The district court granted the officials qualified immunity, and a three-judge panel of the 9th Circuit affirmed. But after a rehearing before the full 9th Circuit, the judges determined that Wilson was not entitled to qualified immunity, though the nurse and assistant were.
Redding’s attorney, Adam Wolf, argued before the Supreme Court that the strip search wasn’t justified, as officials lacked reasonable suspicion that Redding was hiding contraband in her underwear.
Justice David Souter, writing for the majority, said the strip search crossed a line that the search of Redding’s backpack and outer clothing didn’t cross.
“If Wilson’s reasonable suspicion of pill distribution were not understood to support searches of outer clothes and backpack, it would not justify any search worth making,” Souter said.
But the strip search went too far, the majority ruled. “Here, the content of the suspicion failed to match the degree of intrusion,” Souter said.
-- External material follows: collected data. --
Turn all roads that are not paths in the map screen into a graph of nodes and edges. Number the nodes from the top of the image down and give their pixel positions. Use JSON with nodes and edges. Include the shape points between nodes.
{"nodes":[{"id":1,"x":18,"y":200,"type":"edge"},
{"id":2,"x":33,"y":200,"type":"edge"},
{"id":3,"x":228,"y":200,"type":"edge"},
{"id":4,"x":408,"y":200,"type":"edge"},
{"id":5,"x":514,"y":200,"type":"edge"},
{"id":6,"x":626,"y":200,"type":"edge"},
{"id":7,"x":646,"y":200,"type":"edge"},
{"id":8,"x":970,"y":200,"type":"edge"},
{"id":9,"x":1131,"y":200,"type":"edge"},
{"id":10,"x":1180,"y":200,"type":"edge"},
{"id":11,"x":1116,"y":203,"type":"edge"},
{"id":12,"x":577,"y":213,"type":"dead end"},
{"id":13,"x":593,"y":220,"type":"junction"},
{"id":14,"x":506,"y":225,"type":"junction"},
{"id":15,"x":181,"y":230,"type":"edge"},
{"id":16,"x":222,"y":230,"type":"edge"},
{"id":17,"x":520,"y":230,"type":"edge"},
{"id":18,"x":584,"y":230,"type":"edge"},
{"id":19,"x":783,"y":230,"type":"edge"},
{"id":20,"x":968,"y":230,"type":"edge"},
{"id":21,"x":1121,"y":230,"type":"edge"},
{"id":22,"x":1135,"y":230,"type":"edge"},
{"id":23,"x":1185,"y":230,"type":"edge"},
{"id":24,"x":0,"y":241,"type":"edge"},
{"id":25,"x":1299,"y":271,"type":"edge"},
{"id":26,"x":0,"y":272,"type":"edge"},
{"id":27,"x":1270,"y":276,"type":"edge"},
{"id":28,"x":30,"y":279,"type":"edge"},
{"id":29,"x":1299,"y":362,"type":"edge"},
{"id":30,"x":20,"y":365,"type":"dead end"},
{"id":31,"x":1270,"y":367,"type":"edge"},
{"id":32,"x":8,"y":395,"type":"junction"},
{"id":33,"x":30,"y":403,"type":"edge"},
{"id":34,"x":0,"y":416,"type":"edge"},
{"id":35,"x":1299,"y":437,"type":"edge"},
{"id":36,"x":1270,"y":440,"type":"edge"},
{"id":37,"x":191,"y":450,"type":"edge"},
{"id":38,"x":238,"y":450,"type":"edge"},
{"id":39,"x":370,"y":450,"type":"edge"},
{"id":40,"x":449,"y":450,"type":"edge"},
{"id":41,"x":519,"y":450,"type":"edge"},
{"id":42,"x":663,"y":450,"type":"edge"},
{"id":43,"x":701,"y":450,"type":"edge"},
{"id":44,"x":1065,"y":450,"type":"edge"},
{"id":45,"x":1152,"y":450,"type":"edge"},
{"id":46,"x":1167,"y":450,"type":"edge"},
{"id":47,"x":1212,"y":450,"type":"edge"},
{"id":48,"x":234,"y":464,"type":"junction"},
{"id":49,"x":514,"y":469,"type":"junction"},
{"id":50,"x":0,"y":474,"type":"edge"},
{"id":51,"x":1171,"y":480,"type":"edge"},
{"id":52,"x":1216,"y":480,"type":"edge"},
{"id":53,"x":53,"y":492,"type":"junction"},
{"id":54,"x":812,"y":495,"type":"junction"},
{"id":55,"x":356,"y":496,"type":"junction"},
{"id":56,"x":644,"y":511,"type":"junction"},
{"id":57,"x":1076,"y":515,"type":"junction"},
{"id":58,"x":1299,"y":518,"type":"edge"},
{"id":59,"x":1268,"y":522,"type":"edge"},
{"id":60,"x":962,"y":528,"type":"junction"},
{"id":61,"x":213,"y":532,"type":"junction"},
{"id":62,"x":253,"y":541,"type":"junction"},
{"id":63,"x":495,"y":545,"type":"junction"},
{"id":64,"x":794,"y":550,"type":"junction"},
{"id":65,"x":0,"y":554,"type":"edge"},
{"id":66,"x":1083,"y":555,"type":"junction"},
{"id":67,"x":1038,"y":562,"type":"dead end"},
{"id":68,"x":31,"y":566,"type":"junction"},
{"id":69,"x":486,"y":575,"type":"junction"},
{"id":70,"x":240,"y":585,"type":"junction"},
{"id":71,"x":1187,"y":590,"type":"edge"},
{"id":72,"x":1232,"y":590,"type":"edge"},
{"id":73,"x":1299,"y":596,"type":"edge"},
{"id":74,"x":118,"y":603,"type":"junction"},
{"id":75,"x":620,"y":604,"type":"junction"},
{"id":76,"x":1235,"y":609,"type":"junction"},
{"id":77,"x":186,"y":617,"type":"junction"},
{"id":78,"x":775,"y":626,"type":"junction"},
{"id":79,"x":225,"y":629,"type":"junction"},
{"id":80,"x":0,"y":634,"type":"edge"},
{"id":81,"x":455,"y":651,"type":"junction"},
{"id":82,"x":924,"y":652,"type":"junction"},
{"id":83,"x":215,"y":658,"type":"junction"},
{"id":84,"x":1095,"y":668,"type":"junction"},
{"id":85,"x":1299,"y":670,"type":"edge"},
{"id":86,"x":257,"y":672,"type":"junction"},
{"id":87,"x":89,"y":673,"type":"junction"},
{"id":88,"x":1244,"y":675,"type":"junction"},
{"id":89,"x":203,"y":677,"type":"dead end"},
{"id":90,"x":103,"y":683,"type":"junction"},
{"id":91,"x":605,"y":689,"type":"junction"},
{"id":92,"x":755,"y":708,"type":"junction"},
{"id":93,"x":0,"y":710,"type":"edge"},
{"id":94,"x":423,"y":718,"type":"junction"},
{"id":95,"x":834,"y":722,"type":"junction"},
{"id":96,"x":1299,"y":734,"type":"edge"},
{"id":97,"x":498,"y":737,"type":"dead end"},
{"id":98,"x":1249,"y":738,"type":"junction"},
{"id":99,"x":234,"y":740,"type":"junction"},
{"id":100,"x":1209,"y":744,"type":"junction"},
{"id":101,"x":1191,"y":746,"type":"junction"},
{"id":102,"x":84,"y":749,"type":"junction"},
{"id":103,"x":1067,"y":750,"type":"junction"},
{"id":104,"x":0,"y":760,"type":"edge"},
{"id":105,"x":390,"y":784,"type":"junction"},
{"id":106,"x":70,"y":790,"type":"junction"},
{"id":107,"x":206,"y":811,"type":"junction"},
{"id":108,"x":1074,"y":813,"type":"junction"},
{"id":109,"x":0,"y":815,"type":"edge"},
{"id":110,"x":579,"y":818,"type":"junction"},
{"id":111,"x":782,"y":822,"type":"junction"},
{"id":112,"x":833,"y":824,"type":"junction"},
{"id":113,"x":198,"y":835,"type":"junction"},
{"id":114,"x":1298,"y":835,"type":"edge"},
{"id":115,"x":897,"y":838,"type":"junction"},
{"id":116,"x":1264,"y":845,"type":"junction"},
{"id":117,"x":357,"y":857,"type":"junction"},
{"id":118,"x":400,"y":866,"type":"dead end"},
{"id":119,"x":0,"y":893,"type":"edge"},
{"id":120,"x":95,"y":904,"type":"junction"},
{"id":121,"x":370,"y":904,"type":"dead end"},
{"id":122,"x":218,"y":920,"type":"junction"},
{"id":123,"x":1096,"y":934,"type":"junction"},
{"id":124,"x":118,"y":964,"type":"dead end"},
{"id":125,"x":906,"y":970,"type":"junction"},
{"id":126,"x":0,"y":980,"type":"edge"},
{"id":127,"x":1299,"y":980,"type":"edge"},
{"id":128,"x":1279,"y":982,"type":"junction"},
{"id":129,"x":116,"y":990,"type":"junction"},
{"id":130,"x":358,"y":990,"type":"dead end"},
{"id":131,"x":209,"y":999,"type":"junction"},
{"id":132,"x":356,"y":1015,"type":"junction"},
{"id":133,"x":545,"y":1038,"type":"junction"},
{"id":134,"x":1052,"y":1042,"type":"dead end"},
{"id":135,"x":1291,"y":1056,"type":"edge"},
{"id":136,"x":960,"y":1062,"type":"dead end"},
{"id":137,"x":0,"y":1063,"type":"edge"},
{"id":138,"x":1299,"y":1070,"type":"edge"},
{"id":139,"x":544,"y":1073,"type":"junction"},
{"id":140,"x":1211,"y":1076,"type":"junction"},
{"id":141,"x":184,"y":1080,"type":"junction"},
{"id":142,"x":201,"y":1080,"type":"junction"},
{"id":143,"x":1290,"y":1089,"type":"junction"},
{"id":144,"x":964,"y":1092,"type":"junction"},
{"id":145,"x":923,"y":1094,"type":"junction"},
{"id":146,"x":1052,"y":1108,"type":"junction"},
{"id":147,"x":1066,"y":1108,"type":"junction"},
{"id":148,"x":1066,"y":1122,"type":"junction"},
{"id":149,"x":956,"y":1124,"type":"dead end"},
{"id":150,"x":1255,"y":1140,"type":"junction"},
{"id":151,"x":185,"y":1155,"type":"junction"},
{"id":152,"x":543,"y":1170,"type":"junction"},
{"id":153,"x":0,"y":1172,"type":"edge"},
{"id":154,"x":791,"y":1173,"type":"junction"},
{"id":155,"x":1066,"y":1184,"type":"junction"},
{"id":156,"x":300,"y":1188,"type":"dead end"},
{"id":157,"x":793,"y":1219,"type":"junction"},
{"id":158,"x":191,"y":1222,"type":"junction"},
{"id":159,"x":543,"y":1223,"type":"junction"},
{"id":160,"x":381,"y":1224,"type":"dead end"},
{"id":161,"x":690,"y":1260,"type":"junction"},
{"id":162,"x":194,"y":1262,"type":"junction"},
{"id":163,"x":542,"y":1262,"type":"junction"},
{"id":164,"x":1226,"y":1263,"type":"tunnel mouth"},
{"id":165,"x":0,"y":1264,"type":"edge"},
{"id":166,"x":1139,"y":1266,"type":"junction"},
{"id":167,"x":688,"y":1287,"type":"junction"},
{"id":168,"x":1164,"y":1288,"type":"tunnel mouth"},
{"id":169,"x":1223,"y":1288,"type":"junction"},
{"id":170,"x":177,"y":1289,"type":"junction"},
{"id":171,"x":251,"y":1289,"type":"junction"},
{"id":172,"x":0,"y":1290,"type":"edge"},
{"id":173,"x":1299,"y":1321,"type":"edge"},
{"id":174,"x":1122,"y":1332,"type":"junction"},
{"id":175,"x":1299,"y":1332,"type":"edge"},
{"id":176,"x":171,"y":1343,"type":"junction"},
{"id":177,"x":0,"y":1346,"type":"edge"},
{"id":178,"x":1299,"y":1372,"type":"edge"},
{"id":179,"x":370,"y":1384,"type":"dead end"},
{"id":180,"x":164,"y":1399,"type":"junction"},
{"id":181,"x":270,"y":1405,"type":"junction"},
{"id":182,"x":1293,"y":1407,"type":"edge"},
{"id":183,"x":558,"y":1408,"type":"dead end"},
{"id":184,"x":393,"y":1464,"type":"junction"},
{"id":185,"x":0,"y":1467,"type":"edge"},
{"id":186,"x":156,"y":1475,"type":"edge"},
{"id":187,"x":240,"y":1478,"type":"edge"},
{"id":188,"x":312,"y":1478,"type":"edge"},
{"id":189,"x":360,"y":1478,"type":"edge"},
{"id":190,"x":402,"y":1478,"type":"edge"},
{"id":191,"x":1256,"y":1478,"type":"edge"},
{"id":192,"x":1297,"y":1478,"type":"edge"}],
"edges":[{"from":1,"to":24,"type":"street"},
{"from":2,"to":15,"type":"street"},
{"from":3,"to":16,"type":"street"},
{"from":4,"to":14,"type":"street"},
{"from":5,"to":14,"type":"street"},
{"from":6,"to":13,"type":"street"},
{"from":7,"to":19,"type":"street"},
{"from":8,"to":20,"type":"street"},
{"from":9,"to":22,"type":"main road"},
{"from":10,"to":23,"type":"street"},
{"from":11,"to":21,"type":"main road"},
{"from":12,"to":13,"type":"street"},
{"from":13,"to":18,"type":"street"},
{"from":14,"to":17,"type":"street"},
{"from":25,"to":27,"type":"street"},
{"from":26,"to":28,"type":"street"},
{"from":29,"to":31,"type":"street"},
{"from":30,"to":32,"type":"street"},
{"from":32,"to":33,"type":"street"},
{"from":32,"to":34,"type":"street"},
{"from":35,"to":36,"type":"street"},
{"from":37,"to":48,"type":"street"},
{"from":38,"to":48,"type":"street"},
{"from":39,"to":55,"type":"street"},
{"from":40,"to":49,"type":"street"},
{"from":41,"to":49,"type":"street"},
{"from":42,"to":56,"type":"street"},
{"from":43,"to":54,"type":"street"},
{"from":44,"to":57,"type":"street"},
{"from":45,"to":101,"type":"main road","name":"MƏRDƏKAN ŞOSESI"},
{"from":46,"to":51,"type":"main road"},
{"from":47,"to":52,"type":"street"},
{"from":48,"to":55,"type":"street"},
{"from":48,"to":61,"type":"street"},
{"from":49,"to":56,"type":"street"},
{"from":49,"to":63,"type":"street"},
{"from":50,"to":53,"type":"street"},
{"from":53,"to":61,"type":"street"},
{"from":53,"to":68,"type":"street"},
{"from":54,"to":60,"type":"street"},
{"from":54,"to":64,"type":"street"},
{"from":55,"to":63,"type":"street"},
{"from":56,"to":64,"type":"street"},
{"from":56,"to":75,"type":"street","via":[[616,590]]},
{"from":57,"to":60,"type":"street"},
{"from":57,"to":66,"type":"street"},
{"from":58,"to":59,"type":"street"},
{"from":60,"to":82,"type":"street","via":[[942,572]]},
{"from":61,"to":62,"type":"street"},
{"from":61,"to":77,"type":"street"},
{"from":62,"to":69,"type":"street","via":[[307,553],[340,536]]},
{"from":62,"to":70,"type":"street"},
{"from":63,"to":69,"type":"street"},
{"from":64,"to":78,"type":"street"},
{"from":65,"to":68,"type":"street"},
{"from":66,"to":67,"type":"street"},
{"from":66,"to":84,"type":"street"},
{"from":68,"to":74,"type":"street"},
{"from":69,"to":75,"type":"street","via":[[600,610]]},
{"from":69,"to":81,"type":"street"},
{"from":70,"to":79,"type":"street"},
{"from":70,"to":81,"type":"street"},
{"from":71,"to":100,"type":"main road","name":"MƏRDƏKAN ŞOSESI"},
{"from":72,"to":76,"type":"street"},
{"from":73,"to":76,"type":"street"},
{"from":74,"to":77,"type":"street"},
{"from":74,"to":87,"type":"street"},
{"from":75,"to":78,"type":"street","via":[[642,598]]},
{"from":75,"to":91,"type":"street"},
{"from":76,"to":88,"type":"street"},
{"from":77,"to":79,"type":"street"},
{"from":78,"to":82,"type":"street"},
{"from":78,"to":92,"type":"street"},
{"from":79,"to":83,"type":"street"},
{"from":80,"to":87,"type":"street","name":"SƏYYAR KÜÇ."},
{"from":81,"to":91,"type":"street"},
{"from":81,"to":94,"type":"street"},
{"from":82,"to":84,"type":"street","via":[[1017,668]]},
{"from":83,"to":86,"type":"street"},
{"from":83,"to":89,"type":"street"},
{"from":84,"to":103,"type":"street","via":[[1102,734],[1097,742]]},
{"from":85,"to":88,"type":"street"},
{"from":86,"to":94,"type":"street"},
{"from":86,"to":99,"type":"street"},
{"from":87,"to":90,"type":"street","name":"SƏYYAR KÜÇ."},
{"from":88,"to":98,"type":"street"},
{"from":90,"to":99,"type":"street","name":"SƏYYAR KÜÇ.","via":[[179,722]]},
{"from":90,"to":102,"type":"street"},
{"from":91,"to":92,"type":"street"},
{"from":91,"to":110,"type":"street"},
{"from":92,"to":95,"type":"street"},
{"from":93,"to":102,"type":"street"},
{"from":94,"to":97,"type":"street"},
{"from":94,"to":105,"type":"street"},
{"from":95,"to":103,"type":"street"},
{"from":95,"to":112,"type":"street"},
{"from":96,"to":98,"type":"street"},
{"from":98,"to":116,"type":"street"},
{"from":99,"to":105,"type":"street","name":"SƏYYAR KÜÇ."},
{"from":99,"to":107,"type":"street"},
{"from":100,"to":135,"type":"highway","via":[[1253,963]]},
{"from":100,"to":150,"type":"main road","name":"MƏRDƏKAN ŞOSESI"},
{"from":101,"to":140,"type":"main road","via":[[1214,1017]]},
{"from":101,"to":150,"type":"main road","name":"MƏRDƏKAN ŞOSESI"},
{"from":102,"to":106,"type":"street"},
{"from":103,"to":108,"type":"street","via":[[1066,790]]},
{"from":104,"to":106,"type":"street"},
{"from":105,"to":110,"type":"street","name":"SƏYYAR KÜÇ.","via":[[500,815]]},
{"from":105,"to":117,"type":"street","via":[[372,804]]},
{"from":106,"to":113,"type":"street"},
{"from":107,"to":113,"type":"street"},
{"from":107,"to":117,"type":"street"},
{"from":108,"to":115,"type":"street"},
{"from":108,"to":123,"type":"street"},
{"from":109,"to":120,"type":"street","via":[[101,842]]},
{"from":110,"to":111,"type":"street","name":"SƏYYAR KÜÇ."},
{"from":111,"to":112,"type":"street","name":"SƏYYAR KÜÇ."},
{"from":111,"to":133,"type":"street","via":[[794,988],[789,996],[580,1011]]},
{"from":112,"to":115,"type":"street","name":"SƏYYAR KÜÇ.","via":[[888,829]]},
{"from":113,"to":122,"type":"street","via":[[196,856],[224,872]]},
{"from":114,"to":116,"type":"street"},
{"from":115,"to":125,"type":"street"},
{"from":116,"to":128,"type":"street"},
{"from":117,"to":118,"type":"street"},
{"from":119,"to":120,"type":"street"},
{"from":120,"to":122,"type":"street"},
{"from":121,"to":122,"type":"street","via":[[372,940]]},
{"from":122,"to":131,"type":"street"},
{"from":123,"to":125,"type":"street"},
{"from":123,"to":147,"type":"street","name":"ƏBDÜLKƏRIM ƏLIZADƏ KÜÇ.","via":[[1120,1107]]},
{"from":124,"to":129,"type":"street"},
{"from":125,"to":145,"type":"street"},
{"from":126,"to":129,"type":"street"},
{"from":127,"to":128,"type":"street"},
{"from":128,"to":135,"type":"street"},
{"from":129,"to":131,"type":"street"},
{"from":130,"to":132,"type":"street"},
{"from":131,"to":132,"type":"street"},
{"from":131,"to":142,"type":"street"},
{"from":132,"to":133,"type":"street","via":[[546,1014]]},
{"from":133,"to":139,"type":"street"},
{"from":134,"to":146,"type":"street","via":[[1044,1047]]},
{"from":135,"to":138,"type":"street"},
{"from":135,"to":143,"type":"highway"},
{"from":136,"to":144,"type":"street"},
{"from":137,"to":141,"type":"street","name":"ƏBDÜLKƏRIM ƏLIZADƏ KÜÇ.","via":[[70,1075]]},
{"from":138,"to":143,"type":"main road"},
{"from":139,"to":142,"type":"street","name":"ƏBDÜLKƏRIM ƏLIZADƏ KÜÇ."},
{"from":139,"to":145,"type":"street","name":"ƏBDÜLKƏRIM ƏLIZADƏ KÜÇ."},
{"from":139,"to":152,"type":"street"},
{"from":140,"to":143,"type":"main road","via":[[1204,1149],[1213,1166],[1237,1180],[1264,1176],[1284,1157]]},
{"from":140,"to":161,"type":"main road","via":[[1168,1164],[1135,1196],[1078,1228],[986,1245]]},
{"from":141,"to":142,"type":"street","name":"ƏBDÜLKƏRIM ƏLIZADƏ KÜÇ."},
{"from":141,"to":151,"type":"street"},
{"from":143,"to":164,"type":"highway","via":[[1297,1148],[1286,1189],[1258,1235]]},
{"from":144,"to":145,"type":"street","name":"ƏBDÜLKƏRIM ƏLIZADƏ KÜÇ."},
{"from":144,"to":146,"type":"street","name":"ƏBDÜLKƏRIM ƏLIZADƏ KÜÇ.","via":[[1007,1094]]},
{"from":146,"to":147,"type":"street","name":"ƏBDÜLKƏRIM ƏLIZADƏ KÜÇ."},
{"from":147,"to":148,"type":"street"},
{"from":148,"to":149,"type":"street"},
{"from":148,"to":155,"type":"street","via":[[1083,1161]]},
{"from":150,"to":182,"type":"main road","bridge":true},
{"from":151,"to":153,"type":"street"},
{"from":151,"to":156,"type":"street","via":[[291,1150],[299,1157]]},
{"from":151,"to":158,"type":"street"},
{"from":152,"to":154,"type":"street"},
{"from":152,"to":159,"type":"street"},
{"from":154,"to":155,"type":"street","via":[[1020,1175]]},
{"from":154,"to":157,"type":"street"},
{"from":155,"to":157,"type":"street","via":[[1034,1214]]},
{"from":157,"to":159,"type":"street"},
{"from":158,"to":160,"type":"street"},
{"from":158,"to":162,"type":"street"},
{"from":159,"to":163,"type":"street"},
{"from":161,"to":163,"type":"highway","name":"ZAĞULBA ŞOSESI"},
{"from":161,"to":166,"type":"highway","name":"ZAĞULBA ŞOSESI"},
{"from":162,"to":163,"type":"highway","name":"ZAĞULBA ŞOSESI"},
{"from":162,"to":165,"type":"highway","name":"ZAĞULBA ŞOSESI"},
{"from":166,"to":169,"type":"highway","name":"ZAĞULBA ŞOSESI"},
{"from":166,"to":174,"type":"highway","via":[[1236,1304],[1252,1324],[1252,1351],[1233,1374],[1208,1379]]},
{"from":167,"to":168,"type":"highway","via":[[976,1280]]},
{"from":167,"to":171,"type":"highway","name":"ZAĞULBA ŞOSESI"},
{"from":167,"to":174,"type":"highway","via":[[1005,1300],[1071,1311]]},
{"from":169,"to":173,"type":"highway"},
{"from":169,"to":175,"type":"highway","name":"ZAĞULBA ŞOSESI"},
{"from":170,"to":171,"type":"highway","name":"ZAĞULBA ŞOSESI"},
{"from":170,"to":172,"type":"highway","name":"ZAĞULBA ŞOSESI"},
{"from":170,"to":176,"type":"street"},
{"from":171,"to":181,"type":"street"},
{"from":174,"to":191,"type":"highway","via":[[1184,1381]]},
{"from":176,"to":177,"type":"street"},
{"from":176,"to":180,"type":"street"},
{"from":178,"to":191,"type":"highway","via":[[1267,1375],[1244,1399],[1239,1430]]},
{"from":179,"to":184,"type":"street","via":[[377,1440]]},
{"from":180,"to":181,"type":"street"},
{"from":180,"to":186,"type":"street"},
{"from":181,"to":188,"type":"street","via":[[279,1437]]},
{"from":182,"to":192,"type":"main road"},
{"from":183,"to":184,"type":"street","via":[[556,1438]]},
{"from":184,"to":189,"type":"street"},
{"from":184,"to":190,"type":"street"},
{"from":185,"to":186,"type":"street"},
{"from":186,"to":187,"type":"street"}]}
“In sum, what was missing … was any indication of danger to the students from the power of the drugs or their quantity, and any reason to suppose that Savana was carrying pills in her underwear,” Souter wrote. “We think that the combination of these deficiencies was fatal to finding the search reasonable.”
Although the search violated the Fourth Amendment, the school officials, including Wilson, are entitled to qualified immunity, the justices ruled.
The high court remanded to resolve the issue of the school district’s liability, which the 9th Circuit did not address.
Justices John Paul Stevens and Ruth Bader Ginsburg dissented from the portion of the ruling granting Wilson immunity.
“Abuse of authority of that order should not be shielded by official immunity,” Ginsburg wrote.
Justice Clarence Thomas disagreed with the other half of the majority’s opinion: that the search violated the Fourth Amendment. He called Souter’s ruling on this claim a “deep intrusion into the administration of public schools.”